Dans l'extrait suivant de sa Bibliothèque historique, livre XVI, chapitre 14, l'historien Diodore de Sicile (1er siècle av. J.-C.) relate la célèbre bataille de Chéronée de 338 avant notre ère, au cours de laquelle Philippe II de Macédoine, son fils Alexandre et leurs alliés vainquirent les forces grecques d'Athènes et de Thèbes, ce qui entraîna l'unification des cités-États grecques sous la domination macédonienne. La contribution d'Alexandre à la bataille (on lui attribue traditionnellement la rupture des lignes thébaines et la victoire) ayant été contestée, il est intéressant de lire le récit d'un historien antérieur sur la bataille.

Greek Phalanx
Phalange grecque
CA (Copyright)

L'année où Charondas était le premier archonte d'Athènes, Philippe, roi de Macédoine, ayant déjà conclu une alliance avec de nombreux Grecs, se mit en tête de soumettre les Athéniens et de contrôler ainsi plus facilement l'ensemble de l'Hellas. Dans ce but, il s'empara d'Elateia [ville phocéenne dominant les cols au sud], afin de tomber sur les Athéniens, croyant les vaincre facilement, car il pensait qu'ils n'étaient pas du tout prêts à la guerre, ayant fait la paix avec lui depuis si peu de temps. Après la prise d'Elateia, des messagers se rendirent de nuit à Athènes pour informer les Athéniens que la place était prise et que Philippe conduisait ses hommes en force pour envahir l'Attique.

Les magistrats athéniens, alarmés, firent sonner les trompettes toute la nuit, et la rumeur se répandit dans toute la ville avec un effet terrifiant. Au lever du jour, le peuple, sans attendre l'appel habituel du magistrat, se précipita vers le lieu de rassemblement. Les fonctionnaires y arrivèrent avec le messager, et lorsqu'ils eurent annoncé leur mission, la peur et le silence envahirent la place, et aucun des orateurs habituels n'eut le cœur de dire un mot.
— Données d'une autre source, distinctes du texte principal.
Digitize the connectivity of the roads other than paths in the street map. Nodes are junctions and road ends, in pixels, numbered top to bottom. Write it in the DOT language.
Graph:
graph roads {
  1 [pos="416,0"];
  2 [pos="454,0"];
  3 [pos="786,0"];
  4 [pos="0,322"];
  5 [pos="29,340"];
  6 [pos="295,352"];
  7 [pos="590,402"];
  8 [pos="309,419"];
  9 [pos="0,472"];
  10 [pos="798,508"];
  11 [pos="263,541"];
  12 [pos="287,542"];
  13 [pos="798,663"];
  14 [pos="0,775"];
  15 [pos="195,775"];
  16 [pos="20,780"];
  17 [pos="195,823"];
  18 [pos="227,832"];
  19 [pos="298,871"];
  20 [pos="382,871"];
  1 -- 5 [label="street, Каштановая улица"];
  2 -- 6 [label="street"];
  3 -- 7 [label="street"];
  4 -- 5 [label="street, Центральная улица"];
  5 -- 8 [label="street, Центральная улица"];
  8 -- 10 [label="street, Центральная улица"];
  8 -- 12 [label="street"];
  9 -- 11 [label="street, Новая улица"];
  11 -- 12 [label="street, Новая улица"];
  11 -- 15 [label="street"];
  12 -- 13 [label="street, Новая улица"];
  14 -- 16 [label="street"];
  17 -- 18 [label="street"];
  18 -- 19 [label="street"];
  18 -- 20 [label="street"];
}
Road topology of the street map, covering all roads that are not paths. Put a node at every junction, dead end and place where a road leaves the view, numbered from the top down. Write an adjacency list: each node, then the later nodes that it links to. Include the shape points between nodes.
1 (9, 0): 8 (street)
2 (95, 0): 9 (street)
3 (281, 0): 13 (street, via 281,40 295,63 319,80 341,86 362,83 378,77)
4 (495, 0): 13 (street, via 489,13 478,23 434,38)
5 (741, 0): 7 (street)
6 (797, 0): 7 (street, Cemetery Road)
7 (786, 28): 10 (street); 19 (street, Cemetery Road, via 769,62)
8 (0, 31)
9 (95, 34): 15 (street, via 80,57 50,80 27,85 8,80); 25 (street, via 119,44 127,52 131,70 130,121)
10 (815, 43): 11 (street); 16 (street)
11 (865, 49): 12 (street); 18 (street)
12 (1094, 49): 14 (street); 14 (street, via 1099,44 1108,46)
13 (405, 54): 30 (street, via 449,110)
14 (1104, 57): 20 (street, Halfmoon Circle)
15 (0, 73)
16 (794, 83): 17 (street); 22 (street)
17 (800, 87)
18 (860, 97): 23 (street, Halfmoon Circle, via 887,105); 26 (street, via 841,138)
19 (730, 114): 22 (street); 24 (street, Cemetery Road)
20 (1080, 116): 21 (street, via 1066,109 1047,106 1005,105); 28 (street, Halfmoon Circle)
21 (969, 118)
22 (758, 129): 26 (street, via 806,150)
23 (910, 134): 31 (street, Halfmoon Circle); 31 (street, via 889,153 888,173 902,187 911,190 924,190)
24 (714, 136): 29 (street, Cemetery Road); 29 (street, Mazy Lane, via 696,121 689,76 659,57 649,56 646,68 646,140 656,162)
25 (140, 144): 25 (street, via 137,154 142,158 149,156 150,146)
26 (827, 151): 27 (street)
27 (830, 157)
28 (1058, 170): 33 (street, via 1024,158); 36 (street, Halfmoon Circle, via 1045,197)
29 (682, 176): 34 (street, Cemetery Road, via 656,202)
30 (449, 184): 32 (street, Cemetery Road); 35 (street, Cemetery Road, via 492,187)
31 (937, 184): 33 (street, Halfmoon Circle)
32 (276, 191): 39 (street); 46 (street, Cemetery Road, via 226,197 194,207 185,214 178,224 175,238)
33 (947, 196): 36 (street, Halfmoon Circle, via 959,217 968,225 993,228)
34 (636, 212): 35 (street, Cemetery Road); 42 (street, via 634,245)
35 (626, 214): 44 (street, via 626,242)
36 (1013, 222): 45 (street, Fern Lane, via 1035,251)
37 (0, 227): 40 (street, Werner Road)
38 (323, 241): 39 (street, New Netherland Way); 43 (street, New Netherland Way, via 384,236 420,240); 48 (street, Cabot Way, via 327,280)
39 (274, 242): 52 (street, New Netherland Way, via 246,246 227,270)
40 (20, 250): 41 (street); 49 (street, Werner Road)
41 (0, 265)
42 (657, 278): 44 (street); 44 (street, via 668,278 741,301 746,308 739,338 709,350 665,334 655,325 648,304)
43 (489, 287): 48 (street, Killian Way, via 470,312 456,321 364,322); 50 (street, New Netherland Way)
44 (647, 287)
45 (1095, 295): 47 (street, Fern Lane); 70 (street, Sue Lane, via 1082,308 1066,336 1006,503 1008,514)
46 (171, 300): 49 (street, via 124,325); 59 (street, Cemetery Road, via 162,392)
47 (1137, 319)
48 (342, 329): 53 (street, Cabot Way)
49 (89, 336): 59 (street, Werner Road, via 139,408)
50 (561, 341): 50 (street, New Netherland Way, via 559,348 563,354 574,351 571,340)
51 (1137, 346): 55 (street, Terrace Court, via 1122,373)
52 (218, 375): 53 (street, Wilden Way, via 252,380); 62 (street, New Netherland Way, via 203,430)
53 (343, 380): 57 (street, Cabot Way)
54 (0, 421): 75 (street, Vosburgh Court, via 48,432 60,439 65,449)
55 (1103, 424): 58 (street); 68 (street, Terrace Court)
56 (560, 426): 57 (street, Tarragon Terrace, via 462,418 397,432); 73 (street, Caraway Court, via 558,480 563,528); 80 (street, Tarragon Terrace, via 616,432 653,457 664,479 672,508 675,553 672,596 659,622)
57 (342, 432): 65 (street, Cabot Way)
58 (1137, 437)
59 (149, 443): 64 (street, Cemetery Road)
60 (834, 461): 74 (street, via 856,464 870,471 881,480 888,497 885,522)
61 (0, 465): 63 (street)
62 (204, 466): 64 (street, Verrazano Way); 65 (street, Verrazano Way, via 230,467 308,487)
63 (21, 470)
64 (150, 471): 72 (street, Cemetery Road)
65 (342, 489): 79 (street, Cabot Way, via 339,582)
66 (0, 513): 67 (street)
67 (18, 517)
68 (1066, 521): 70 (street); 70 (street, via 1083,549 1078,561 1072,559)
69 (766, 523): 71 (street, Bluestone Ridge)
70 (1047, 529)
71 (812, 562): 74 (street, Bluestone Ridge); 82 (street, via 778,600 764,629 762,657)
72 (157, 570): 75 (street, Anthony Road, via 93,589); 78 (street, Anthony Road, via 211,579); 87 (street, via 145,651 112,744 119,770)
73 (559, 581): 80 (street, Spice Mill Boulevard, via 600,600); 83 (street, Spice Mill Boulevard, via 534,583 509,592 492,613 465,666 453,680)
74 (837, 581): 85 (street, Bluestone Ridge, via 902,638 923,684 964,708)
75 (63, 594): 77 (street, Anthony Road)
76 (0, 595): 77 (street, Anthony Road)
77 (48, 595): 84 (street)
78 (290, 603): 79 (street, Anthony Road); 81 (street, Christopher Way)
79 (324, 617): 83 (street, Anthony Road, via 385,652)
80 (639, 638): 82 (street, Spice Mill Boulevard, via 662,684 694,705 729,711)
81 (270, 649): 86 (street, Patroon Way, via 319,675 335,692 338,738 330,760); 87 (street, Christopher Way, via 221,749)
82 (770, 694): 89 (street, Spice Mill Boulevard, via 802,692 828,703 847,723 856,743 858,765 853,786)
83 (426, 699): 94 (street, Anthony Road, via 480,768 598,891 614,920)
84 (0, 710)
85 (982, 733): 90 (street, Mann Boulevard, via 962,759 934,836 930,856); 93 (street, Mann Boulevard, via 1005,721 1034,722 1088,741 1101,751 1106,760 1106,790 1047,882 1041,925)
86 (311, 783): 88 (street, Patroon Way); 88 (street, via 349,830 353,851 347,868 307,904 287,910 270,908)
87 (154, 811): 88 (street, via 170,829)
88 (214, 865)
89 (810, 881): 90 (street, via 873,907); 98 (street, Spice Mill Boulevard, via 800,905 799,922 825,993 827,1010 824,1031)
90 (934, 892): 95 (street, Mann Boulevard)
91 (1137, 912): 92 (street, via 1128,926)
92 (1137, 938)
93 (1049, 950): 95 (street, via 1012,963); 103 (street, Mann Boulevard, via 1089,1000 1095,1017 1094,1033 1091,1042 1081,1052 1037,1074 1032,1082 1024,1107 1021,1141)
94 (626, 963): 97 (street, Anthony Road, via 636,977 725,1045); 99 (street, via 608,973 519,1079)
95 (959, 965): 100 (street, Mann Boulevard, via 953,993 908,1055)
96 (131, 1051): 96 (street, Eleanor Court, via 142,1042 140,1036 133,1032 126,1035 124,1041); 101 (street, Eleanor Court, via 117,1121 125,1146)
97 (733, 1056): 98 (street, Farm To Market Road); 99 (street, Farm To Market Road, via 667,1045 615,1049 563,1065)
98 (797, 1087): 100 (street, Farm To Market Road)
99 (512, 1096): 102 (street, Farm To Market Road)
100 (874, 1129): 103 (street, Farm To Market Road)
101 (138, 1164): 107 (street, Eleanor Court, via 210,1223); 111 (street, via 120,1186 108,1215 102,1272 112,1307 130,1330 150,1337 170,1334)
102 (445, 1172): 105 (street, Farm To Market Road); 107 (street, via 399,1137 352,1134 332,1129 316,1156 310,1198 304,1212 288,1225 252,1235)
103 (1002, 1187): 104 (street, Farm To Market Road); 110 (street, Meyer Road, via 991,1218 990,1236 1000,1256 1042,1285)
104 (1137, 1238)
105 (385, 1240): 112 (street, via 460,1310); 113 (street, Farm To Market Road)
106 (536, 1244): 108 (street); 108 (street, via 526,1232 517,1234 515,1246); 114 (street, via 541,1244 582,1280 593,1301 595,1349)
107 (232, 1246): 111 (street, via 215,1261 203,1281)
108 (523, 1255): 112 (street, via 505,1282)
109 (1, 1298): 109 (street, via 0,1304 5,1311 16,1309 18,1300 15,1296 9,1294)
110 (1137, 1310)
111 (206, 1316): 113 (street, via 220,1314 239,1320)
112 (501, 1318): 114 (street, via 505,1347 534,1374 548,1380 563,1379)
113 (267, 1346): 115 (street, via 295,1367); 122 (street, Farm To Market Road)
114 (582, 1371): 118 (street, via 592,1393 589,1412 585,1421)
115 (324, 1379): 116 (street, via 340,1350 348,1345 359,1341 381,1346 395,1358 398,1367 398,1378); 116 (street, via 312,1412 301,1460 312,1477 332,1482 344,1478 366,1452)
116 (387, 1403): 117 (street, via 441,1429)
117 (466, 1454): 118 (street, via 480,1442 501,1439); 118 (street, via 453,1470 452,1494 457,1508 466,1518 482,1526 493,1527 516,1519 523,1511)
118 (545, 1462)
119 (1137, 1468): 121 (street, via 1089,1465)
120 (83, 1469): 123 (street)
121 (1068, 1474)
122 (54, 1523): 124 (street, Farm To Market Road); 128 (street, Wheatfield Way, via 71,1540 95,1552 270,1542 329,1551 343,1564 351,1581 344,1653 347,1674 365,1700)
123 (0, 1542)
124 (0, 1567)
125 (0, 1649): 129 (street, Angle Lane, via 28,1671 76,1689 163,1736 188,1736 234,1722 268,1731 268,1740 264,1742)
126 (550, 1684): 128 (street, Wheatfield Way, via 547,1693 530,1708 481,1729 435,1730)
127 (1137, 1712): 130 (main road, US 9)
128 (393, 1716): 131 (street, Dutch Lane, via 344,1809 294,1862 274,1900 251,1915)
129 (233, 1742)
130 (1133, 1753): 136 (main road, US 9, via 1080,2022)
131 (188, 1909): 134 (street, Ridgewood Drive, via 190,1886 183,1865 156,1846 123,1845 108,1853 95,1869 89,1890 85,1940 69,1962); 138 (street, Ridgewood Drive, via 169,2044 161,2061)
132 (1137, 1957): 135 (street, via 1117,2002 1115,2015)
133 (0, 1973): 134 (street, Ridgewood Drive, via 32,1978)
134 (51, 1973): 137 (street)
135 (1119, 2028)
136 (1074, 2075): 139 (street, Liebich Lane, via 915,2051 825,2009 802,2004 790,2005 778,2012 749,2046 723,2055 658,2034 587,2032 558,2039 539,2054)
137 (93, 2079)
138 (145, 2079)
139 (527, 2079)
Bien que le héraut ait invité tout le monde "à se prononcer" sur ce qu'il convenait de faire, personne ne se manifesta; le peuple, terrorisé, tourna donc le regard vers Démosthène, qui se leva et lui demanda de prendre courage et d'envoyer immédiatement des émissaires à Thèbes pour traiter avec les Béotiens afin qu'ils se joignent à la défense de la liberté commune; En effet, il n'était plus temps d'envoyer une ambassade pour demander de l'aide ailleurs, car Philippe allait probablement envahir l'Attique dans les deux jours, et comme il devait passer par la Béotie, c'est là qu'il fallait chercher de l'aide.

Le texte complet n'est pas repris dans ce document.